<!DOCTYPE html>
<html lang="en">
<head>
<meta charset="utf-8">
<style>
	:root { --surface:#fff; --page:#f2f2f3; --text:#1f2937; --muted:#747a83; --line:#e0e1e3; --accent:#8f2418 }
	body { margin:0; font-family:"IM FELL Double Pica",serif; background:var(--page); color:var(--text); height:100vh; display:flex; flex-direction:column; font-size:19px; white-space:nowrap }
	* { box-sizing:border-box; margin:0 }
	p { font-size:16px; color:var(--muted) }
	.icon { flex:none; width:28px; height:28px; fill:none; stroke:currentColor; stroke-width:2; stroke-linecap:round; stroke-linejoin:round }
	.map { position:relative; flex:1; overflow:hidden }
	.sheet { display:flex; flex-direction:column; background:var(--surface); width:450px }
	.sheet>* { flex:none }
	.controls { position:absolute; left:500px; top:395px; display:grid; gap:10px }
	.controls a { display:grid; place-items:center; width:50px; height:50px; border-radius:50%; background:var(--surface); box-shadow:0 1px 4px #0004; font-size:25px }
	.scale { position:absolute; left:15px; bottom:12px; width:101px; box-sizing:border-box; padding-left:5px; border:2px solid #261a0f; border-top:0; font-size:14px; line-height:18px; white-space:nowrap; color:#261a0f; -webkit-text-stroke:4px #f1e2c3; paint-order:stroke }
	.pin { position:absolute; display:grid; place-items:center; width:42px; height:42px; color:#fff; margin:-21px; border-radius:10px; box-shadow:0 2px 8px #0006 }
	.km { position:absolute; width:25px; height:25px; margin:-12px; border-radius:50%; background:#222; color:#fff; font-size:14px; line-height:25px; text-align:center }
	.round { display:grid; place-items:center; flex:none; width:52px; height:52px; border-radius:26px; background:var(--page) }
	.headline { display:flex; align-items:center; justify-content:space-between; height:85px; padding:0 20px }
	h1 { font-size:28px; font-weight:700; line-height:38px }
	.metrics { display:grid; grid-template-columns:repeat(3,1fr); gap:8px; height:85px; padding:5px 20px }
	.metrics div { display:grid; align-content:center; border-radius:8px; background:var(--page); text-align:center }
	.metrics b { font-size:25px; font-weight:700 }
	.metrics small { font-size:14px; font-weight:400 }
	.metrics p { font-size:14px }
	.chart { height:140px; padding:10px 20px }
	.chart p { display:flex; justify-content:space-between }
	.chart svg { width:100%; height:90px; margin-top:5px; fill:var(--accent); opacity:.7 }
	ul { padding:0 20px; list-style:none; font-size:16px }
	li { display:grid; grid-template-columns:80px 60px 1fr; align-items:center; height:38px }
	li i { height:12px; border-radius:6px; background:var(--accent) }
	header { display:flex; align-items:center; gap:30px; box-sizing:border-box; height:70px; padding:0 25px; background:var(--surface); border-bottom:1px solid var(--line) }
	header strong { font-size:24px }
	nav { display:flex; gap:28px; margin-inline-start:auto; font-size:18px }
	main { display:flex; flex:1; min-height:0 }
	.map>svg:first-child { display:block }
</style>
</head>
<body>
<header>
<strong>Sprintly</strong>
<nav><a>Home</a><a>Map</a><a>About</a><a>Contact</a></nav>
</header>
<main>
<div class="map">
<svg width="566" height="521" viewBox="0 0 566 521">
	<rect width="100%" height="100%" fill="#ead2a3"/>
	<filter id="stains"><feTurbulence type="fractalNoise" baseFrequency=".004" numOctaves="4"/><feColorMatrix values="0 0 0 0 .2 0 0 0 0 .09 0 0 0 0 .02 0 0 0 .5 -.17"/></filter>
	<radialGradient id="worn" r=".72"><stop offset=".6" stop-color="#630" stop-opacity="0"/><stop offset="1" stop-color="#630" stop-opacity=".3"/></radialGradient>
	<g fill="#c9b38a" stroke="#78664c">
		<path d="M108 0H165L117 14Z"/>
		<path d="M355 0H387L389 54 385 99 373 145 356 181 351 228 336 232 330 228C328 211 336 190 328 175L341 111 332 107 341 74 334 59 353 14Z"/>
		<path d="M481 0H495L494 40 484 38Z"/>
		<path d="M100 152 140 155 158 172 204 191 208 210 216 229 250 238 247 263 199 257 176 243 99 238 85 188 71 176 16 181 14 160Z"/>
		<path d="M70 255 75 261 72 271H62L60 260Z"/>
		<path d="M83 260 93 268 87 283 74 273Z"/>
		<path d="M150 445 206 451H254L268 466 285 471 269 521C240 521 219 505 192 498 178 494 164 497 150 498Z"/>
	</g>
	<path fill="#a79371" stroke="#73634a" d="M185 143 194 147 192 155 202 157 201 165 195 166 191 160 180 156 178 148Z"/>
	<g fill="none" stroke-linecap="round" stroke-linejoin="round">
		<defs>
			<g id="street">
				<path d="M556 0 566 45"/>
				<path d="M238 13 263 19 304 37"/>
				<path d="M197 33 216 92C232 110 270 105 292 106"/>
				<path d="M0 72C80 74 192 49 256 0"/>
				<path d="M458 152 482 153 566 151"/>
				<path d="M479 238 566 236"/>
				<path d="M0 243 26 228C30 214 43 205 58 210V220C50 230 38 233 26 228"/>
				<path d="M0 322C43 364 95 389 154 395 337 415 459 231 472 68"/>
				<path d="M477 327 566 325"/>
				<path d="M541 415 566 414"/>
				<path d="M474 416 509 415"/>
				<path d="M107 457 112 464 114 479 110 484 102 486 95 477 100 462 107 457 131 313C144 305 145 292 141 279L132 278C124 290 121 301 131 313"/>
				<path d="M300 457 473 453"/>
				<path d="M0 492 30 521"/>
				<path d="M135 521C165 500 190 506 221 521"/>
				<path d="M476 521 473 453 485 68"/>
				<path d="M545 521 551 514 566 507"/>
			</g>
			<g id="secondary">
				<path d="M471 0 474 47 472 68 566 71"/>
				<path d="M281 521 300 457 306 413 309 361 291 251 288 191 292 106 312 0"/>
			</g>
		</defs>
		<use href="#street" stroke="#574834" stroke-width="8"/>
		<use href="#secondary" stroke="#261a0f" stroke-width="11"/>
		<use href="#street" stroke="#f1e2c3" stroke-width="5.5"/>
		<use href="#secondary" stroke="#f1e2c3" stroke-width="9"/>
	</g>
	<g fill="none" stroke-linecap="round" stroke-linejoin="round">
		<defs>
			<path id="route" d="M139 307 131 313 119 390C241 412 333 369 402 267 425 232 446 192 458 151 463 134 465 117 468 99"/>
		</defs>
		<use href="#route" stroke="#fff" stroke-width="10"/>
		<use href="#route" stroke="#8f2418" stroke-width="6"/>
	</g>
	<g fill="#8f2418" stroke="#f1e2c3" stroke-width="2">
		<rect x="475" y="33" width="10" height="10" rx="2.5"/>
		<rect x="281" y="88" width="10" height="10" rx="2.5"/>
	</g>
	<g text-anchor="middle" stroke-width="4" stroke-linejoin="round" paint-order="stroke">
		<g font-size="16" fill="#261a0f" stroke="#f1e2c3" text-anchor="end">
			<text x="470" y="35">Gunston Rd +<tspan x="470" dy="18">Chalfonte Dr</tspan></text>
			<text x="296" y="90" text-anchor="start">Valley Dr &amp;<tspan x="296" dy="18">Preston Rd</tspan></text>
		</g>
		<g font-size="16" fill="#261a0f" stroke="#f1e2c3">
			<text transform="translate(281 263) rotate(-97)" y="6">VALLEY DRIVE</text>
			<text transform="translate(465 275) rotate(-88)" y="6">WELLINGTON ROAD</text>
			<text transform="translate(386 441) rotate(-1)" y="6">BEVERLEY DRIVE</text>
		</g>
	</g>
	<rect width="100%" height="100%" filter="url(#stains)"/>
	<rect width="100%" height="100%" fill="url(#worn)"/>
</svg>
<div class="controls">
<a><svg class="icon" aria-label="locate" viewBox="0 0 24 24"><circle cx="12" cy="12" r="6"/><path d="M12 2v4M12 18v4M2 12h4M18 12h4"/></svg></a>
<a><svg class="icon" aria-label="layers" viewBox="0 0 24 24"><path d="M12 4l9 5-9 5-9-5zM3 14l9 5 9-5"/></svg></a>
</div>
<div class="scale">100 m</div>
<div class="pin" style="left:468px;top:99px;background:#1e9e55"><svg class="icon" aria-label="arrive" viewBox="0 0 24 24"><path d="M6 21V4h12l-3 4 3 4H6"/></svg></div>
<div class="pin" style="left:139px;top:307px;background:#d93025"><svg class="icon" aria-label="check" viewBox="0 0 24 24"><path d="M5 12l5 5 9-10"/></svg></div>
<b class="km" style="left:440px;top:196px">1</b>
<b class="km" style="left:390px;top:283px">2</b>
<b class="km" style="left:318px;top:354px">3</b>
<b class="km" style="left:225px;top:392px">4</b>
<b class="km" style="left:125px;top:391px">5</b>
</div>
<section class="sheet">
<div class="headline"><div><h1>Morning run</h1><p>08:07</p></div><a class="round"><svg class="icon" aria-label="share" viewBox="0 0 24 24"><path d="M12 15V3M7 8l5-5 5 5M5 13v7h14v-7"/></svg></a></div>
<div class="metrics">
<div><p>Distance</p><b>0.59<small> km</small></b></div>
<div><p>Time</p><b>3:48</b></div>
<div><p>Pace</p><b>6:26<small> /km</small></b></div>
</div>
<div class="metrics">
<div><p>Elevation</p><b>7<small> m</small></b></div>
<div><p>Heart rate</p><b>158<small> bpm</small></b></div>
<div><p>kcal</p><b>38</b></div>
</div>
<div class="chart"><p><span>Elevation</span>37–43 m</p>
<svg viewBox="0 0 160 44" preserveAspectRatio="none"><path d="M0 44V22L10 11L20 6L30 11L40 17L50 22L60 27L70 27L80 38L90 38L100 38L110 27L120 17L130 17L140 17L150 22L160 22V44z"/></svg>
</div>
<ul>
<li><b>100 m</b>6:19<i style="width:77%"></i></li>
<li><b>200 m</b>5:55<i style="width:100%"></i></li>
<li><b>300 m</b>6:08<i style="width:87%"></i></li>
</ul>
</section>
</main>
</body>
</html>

-.-.-

TASK REQUIREMENTS =
Your output should be an exact copy of the lines from the top of the listing above to the line with "position:absolute; left:500px; top:395px;", both ends included.

RESPONSE TO THE EXERCISE =
<!DOCTYPE html>
<html lang="en">
<head>
<meta charset="utf-8">
<style>
	:root { --surface:#fff; --page:#f2f2f3; --text:#1f2937; --muted:#747a83; --line:#e0e1e3; --accent:#8f2418 }
	body { margin:0; font-family:"IM FELL Double Pica",serif; background:var(--page); color:var(--text); height:100vh; display:flex; flex-direction:column; font-size:19px; white-space:nowrap }
	* { box-sizing:border-box; margin:0 }
	p { font-size:16px; color:var(--muted) }
	.icon { flex:none; width:28px; height:28px; fill:none; stroke:currentColor; stroke-width:2; stroke-linecap:round; stroke-linejoin:round }
	.map { position:relative; flex:1; overflow:hidden }
	.sheet { display:flex; flex-direction:column; background:var(--surface); width:450px }
	.sheet>* { flex:none }
	.controls { position:absolute; left:500px; top:395px; display:grid; gap:10px }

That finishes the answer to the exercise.